YOUR ASSIGNMENT.
Your answer should be every line of the records that contains the word "highway".

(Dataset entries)
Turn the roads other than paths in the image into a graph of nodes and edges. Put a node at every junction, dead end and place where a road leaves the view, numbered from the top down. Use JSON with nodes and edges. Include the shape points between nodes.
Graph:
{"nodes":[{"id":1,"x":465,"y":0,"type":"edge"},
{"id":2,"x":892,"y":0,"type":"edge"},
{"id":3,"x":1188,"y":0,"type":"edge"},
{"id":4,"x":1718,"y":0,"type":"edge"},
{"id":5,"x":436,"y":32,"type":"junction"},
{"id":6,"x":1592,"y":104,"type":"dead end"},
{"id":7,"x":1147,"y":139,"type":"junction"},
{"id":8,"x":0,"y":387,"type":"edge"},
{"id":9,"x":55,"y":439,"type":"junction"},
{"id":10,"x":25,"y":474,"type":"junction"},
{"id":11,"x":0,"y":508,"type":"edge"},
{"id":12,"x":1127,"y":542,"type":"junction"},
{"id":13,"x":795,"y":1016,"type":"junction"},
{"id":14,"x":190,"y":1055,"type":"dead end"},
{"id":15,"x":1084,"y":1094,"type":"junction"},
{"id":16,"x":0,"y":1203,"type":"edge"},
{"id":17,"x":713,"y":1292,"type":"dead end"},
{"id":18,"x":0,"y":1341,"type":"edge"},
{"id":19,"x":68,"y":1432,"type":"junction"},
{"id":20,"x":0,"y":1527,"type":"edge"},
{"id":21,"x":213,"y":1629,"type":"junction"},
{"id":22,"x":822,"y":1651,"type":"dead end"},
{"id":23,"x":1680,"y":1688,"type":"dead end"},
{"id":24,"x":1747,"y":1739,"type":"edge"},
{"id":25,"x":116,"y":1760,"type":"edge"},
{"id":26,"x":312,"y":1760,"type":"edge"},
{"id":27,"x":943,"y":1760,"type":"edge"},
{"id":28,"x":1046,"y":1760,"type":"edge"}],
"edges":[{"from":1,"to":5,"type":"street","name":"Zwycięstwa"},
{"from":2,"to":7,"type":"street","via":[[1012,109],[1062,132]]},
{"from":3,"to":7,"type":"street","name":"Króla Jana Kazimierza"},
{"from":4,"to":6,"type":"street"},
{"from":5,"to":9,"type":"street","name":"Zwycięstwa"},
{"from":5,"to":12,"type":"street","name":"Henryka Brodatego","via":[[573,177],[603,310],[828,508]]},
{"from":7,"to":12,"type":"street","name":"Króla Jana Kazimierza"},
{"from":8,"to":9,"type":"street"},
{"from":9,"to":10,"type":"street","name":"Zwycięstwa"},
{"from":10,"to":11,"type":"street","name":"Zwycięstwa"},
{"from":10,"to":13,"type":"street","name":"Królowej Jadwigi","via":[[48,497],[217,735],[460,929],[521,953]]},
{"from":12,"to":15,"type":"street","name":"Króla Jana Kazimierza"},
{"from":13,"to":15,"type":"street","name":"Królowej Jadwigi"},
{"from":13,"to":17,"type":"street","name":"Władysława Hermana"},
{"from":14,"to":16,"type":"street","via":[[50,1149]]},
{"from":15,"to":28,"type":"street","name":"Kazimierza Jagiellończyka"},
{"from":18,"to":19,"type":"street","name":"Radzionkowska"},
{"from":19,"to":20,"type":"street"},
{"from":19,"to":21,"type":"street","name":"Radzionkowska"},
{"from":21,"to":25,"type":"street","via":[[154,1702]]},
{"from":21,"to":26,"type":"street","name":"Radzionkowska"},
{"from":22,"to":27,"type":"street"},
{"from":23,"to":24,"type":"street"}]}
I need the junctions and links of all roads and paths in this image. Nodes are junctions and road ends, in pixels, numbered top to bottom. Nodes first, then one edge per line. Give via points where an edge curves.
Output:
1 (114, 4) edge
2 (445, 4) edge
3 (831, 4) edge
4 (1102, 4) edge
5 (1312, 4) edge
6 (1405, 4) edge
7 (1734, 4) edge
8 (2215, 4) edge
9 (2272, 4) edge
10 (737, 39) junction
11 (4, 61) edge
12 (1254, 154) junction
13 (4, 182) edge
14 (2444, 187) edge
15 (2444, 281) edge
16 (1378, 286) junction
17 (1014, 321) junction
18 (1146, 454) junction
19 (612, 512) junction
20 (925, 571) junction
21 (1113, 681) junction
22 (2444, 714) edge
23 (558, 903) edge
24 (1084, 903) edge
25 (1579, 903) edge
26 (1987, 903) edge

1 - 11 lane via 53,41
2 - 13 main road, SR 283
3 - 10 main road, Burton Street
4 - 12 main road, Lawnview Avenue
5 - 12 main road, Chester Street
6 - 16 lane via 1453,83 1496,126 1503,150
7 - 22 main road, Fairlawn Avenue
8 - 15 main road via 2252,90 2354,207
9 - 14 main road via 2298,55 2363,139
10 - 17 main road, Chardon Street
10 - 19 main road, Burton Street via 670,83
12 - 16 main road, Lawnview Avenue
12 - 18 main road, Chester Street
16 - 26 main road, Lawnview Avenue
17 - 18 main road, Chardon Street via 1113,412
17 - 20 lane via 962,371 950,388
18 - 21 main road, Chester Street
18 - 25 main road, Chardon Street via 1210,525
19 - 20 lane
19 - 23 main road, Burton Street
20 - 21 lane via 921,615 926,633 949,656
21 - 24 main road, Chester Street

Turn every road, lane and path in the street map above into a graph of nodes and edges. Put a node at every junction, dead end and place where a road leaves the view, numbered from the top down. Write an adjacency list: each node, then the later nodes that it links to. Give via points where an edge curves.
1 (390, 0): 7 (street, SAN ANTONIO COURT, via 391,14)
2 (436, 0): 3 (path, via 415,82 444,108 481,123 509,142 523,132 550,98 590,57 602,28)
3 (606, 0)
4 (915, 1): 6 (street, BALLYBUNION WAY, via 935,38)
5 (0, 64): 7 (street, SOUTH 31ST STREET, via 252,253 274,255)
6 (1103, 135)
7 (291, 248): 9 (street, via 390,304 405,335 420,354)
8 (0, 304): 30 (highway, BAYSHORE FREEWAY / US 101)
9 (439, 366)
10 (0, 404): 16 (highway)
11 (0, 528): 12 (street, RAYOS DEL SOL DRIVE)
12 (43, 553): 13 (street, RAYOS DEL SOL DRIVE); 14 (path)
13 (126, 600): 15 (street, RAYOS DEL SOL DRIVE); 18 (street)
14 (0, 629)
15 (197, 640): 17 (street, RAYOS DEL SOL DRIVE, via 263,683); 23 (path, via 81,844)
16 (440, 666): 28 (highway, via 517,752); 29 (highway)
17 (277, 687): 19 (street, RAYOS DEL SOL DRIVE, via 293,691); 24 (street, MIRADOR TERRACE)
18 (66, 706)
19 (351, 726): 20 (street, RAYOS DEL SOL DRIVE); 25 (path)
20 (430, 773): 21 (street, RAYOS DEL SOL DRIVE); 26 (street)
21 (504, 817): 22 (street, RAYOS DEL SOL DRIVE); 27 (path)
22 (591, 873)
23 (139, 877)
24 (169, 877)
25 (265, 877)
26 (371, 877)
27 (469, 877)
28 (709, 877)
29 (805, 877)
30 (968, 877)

FINISHED TASK.
8 (0, 304): 30 (highway, BAYSHORE FREEWAY / US 101)
10 (0, 404): 16 (highway)
16 (440, 666): 28 (highway, via 517,752); 29 (highway)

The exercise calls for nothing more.